Inaccurate Mult-Adds Estimation for Transformers
Yiming-M opened this issue · 3 comments
Describe the bug
For ViT, the returned total mult-adds from torchinfo.summary is much smaller than that reported in other websites.
To Reproduce
Code snippet:
from torchinfo import summary
from torchvision.models import vit_b_16
vit = vit_b_16()
input_size = 1, 3, 224, 224
summary(vit, input_size)
Output:
...
Total params: 86,567,656
Trainable params: 86,567,656
Non-trainable params: 0
Total mult-adds (M): 173.23
===============================================================================================
Input size (MB): 0.60
Forward/backward pass size (MB): 104.09
Params size (MB): 232.27
Estimated Total Size (MB): 336.96
Expected behavior
From other resources such as MMClassification and PapersWithCode, the number of flops is 33.03G. I understand that the number of mult-adds is different than the number of flops, but in the case of transformers, where matrix multiplication accounts for a large proportion of overall computation, these two numbers should be similar (not like 33.03G and 173.23M!)
Screenshots
If applicable, add screenshots to help explain your problem.

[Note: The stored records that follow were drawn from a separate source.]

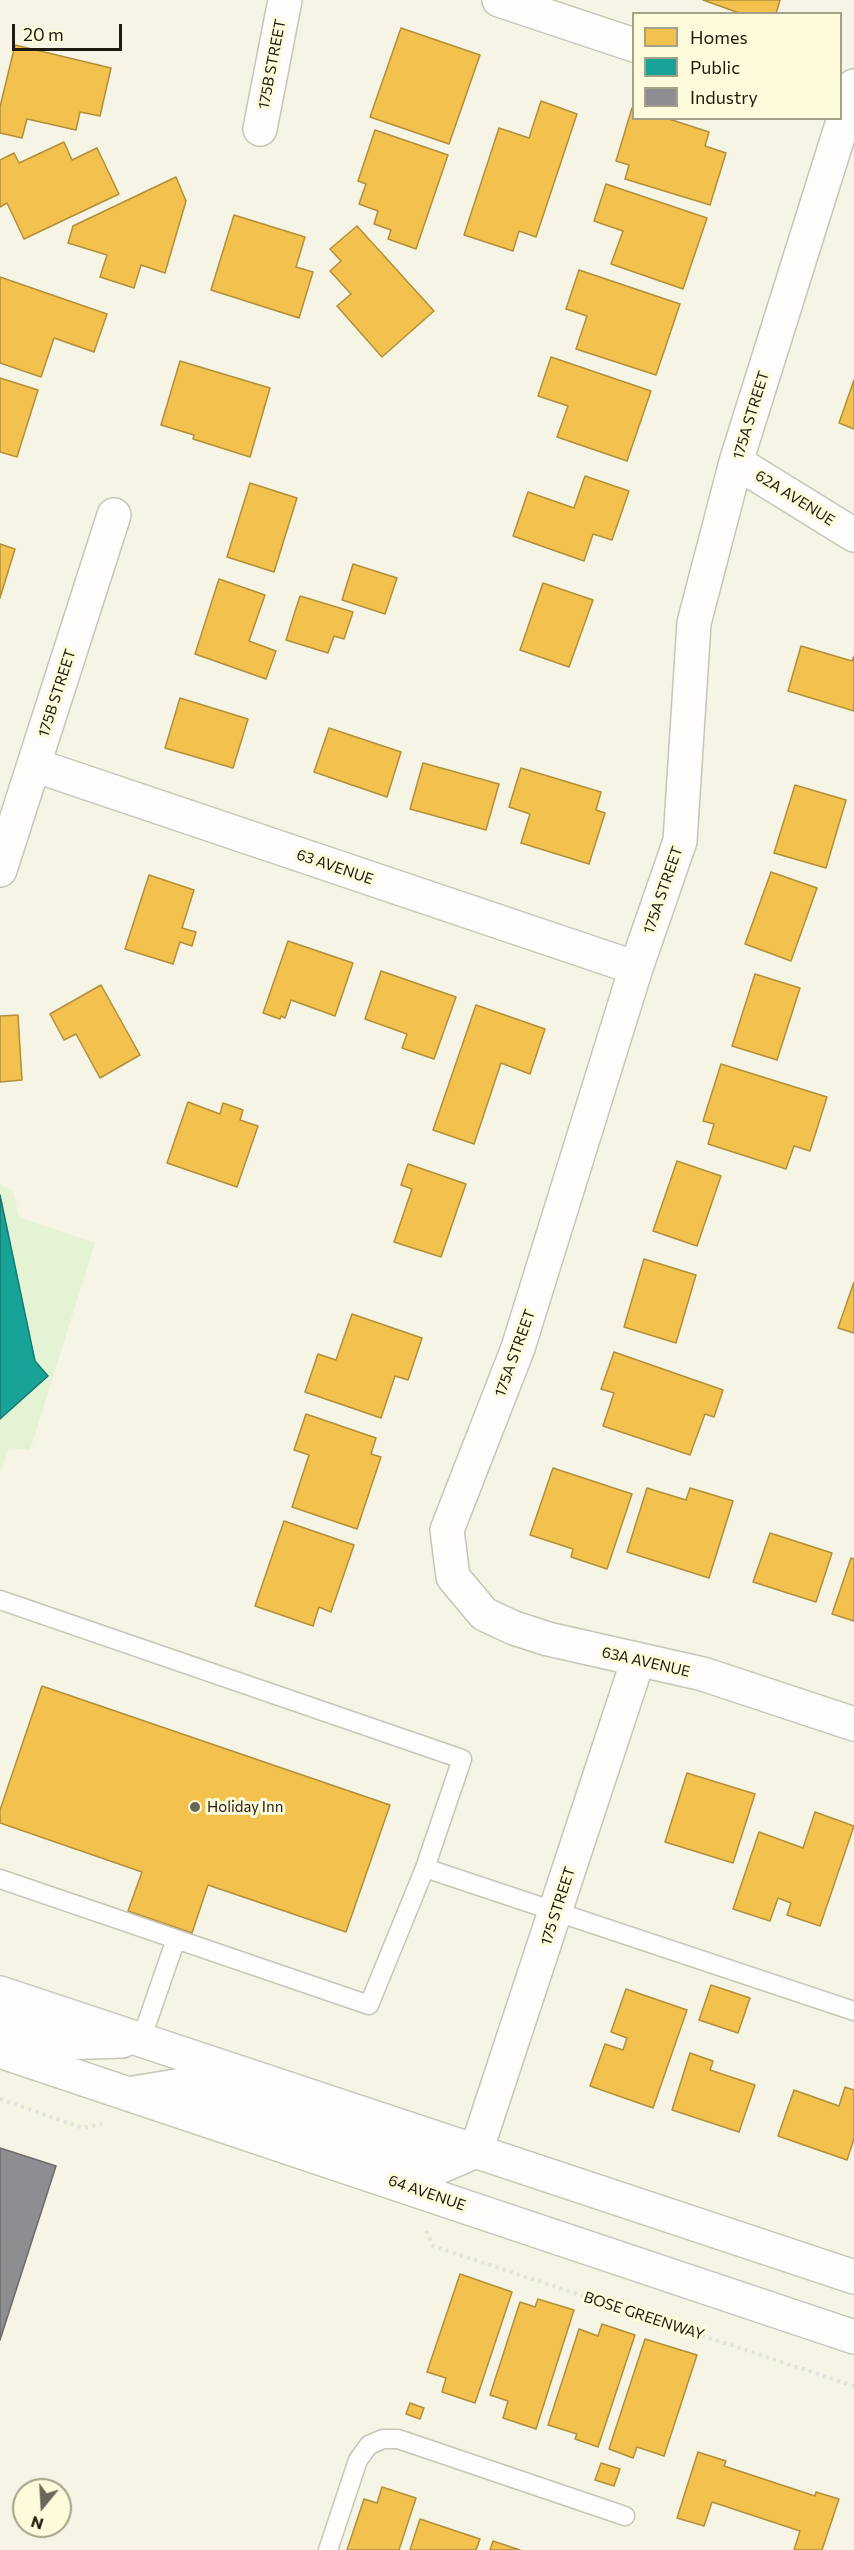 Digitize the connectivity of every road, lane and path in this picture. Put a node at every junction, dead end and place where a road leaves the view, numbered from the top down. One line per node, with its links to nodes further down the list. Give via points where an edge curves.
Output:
1 (285, 0): 8 (street, 175B STREET)
2 (499, 0): 3 (street)
3 (549, 8): 4 (street)
4 (632, 45)
5 (854, 86): 6 (street, 175A STREET)
6 (842, 116)
7 (841, 120): 9 (street, 175A STREET)
8 (260, 129)
9 (736, 462): 11 (street, 62A AVENUE); 14 (street, 175A STREET, via 694,623 680,841)
10 (114, 515): 12 (street, 175B STREET)
11 (854, 535)
12 (34, 765): 13 (street, 175B STREET); 14 (street, 63 AVENUE)
13 (0, 870)
14 (636, 968): 15 (street, 175A STREET, via 518,1348 447,1530)
15 (453, 1577): 17 (street, 63A AVENUE, via 484,1614 514,1628)
16 (0, 1600): 19 (lane, via 462,1759)
17 (638, 1660): 18 (street, 63A AVENUE, via 703,1674); 21 (street, 175 STREET)
18 (854, 1724)
19 (425, 1868): 21 (lane); 22 (lane, via 369,2005)
20 (0, 1879): 22 (lane)
21 (556, 1912): 24 (lane); 31 (street, 175 STREET)
22 (176, 1939): 26 (lane)
23 (0, 1992): 26 (street)
24 (854, 2011)
25 (0, 2022): 26 (street, via 63,2043)
26 (141, 2040): 31 (street)
27 (0, 2051): 28 (street, 64 AVENUE)
28 (129, 2093): 31 (street, via 182,2085 435,2169); 34 (street, 64 AVENUE)
29 (0, 2100): 30 (path)
30 (83, 2128)
31 (476, 2151): 33 (street)
32 (434, 2246): 35 (path, BOSE GREENWAY)
33 (854, 2277)
34 (854, 2337)
35 (854, 2386)
36 (625, 2516): 37 (lane, via 398,2439 383,2439 369,2445 358,2460)
37 (328, 2550)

Environment (please complete the following information):
- OS: macOS Ventura 13.2 (M1Pro)
- Python: 3.10.9
- Package Version (torchinfo): 1.7.2
I meet the same question and hope developers to pay attention to it, Thanks a lot.
encountered similar bug: The MACs of MultiheadAttention
module doesn't get counted
The problem is that currently, torchinfo only traces nn.Modules, not functions. Transformer Modules often use shortcut functions, so they often don't get traced.
Discussion #192 proposes a tracing mechanism that would fix this issue, but it is a big change. If anyone is up to implementing the change, I think that @TylerYep would be happy about it.